In web application a, a.htm has an IFRAME. IFRAME points to B. aspx of Web application B (including cookie read/write operations of Web application B, which has nothing to do with application A), that is, the advertisement Publishing Page.
Application A is deployed in http://www.123.com, application B is deployed in http://www.456.com.cn
A.htm Code As follows:
<HTML>
<Head>
<Meta http-equiv = "Content-Type" content = "text/html; charset = gb2312">
</Head>
<Body>
<Div>
<IFRAME src = "http://www.456.com.cn/aditem/ B .aspx" width = 500 heigth = 300 frameborder = 1 scrolling = NO> </iframe>
</Div>
</Body>
</Html>
-----------------------------------------------------------------------------
B. aspx does not add any code manually
---------------------------------------
B. The page_load code of Aspx. CS is as follows:
For (INT I = 0; I <this. Request. Cookies. Count; I ++ ){
If (this. Request. Cookies [I]. haskeys = true & this. Request. Cookies [I]. Name = "TCL "){
For (Int J = 0; j <this. Request. Cookies [I]. Values. Count; j ++ ){
String sname = This. Request. Cookies [I]. Name;
String sitem = This. Request. Cookies [I]. Values. allkeys [J];
String svalue = This. Request. Cookies [I]. Values [J];
This. response. Cookies [sname] [sitem] = svalue;
}
Break;
}
}
This. response. Cookies ["TCL"] ["item" + datetime. Now. tostring ("yyyymmddhhmmss")] = datetime. Now. tostring ("yyyymmddhhmmss ");
If (cadprovider. cadprovider. Domain! = NULL & cadprovider. cadprovider. Domain! = ""){
This. response. Cookies ["TCL"]. Domain = cadprovider. cadprovider. domain;
}
This. response. Cookies ["TCL"]. Path = "/aditem ";
This. response. Cookies ["TCL"]. expires = datetime. Now. addhours (1 );
-----------------------------------------------------------------------------
Cadprovider. cadprovider. domain is the domain name of the cookie read in the configuration file.

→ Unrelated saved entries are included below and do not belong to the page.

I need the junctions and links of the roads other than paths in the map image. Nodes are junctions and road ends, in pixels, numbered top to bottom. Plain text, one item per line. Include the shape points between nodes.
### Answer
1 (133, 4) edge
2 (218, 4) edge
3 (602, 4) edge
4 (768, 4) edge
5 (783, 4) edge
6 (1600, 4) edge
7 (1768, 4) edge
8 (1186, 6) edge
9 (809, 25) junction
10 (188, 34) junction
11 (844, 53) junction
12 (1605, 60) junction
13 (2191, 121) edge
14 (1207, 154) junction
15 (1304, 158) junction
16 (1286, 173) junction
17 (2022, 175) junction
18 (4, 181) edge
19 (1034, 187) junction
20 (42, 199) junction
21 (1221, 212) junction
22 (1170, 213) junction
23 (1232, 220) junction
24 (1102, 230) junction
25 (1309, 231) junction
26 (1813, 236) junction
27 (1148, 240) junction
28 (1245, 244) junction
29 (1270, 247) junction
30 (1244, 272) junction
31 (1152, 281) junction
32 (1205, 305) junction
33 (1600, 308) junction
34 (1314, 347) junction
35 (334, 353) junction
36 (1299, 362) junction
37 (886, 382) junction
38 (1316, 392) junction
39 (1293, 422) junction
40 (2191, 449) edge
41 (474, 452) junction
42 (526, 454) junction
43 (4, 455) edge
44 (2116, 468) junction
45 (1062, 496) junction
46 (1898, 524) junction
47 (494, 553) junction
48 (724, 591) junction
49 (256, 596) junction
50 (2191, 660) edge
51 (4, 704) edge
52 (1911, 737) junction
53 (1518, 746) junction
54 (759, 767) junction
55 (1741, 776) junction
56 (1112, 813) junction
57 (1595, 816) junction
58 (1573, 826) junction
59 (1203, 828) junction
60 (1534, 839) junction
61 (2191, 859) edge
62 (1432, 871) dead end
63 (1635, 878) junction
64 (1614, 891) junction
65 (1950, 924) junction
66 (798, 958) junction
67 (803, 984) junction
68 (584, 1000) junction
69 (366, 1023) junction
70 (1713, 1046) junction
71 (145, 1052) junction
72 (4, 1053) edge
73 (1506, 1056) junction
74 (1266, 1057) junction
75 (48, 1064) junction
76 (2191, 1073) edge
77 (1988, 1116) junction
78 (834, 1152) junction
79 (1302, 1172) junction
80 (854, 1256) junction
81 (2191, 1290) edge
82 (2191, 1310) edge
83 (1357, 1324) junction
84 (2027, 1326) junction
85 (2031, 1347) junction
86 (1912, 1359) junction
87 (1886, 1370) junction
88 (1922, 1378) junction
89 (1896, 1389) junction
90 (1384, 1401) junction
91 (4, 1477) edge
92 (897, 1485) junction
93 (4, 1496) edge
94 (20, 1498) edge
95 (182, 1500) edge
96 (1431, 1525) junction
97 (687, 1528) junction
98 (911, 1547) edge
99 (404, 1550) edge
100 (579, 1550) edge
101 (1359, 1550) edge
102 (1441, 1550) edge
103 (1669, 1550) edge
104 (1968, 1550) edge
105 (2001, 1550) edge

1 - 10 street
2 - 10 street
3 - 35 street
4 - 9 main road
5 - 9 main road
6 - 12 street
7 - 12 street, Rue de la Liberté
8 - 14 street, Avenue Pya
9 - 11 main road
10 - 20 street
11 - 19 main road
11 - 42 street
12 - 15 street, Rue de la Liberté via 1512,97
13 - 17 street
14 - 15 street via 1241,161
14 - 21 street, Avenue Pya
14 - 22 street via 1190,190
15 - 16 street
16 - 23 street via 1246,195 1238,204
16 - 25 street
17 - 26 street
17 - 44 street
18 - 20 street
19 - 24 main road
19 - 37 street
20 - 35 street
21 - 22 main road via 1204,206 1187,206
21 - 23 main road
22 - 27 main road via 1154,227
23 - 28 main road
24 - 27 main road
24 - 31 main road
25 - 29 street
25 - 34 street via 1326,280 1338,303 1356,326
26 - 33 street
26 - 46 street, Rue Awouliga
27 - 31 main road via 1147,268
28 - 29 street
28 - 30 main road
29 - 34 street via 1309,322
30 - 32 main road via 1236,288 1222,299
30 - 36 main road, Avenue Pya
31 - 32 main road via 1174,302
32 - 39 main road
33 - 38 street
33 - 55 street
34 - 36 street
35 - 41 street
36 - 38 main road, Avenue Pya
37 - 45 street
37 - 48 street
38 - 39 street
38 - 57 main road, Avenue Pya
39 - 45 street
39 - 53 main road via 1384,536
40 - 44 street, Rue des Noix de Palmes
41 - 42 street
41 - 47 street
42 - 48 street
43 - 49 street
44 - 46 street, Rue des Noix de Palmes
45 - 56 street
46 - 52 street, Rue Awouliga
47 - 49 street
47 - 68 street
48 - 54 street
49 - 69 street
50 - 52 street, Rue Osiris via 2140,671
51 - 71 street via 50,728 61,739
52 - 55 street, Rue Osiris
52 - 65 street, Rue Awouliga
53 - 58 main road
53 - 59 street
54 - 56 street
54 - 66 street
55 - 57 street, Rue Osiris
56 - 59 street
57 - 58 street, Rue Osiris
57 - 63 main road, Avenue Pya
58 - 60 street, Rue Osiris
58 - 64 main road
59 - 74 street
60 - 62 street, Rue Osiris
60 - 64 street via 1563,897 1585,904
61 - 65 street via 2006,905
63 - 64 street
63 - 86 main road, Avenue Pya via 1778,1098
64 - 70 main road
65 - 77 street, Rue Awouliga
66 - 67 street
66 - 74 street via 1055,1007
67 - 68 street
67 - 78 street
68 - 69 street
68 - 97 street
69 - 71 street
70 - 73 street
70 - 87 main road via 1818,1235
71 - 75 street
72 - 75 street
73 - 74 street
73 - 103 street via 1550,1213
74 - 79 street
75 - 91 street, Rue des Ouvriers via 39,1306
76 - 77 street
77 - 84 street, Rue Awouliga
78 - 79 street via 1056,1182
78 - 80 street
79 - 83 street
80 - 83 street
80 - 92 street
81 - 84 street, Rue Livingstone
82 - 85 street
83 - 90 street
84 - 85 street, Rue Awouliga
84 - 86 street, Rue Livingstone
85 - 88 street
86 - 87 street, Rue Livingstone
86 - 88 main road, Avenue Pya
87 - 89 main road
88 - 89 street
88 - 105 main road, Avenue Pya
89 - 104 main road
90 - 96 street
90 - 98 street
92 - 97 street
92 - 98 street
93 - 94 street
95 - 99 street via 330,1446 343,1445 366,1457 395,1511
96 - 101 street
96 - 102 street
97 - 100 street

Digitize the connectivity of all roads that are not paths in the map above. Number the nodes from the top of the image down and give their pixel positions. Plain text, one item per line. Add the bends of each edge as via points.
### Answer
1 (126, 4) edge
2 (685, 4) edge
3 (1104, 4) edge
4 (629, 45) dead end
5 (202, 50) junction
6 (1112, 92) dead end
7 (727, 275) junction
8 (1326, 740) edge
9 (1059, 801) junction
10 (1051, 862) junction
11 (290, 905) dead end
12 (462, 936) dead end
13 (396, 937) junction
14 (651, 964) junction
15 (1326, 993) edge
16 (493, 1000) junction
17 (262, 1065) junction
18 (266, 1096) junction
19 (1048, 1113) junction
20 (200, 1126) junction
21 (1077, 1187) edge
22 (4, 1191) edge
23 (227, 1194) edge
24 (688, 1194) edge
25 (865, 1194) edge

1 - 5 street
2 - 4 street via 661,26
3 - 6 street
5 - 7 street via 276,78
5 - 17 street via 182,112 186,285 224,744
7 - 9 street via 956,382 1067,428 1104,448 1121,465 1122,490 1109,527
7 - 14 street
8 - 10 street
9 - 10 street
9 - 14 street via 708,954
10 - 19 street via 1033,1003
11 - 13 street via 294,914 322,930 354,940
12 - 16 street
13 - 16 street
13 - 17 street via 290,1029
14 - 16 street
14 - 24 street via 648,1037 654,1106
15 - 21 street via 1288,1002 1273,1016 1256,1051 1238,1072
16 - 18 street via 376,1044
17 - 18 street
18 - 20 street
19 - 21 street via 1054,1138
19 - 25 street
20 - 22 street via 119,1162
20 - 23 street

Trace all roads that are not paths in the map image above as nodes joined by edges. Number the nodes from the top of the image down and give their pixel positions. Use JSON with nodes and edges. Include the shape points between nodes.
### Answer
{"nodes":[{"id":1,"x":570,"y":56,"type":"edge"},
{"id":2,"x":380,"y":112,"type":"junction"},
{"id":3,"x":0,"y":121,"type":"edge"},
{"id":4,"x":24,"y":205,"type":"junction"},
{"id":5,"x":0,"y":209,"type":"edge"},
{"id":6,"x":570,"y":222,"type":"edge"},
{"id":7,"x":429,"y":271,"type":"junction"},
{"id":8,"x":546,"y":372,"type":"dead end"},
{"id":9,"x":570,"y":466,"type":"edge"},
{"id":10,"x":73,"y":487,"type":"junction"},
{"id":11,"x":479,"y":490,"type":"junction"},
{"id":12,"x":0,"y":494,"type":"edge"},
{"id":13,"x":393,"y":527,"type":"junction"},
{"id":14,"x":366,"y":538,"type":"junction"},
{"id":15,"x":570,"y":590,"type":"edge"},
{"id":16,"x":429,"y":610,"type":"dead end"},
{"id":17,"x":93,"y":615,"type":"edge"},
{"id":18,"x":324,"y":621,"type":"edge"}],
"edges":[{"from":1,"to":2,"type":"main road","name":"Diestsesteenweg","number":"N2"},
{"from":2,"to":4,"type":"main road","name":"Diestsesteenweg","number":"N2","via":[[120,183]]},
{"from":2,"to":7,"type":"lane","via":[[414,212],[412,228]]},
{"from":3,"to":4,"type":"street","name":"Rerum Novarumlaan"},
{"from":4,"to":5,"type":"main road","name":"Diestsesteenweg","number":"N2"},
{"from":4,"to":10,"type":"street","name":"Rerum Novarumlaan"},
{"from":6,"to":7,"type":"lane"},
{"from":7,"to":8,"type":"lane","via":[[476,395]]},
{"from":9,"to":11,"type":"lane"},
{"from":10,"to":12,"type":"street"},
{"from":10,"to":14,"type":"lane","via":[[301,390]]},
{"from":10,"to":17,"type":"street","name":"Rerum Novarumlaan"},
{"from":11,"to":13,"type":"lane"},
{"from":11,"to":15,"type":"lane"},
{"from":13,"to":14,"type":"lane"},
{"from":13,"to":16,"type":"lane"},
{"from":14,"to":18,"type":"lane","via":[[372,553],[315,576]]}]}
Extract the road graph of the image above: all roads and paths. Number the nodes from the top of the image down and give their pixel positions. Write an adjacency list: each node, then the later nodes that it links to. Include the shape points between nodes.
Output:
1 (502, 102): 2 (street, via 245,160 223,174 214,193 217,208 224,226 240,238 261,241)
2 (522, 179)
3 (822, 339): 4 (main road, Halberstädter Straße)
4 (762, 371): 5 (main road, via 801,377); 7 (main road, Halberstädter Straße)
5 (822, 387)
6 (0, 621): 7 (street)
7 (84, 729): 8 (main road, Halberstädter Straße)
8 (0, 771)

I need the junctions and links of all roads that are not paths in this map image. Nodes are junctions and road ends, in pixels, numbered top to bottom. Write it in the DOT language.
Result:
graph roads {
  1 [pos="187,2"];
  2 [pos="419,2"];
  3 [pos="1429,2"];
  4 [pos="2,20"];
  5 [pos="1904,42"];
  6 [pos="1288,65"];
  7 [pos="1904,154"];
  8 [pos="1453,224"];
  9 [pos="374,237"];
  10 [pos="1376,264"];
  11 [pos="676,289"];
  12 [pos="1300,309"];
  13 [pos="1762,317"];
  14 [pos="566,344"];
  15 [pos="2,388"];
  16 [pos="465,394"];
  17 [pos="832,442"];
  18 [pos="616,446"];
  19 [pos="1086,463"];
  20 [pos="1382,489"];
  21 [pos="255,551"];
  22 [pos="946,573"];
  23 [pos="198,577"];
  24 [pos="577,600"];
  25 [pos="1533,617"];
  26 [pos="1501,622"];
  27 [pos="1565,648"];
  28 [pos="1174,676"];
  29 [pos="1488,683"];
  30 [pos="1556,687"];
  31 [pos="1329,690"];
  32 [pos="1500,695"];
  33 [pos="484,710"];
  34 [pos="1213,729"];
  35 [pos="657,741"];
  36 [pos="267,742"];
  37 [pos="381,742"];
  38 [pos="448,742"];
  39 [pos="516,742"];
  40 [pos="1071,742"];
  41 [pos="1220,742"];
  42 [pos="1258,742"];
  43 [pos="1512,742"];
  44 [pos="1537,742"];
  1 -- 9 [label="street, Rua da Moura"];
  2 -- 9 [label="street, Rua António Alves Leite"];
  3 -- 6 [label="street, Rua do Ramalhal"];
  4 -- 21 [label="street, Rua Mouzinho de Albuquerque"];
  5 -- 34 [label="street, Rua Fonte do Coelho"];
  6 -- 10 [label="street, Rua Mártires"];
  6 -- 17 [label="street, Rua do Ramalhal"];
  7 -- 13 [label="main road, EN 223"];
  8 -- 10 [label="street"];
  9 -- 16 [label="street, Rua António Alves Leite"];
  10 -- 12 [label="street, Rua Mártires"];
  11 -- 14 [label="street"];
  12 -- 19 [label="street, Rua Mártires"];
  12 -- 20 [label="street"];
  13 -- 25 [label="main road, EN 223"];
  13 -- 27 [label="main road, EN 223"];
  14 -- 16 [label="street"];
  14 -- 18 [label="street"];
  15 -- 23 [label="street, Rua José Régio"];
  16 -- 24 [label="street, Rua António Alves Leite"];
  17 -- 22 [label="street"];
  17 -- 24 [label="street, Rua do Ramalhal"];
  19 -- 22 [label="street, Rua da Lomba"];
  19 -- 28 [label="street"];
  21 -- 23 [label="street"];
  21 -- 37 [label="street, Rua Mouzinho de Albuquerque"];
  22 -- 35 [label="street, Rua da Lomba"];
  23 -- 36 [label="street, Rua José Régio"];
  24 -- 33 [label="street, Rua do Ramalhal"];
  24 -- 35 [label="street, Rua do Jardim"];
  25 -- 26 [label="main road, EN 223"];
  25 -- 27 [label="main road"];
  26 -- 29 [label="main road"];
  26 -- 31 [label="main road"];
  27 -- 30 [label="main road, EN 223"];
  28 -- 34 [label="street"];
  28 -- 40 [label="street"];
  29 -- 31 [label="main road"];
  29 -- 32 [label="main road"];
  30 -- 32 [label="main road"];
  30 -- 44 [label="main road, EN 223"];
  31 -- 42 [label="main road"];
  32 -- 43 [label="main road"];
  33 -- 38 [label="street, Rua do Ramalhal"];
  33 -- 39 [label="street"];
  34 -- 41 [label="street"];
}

The purpose is to enable logging.
I really don't understand. cadprovider. cadprovider. domain is configured as www.456.com.cn/.456.com.cn/456.com.cn/www.123.com/123.com. neither the path setting nor the B. aspx setting can read or write cookies!
Independently call the http://www.456.com.cn/aditem/ B .aspx, Cookie read and write are normal!
------------------------------
I went to consult a senior speaker and said that this is a cross-origin cookie. Although the cookie can be written through page Jump, my application environment does not allow page Jump to write cookies.
Microsoft does. Does IFRAME write its own cookies without accessing cookies from other domains?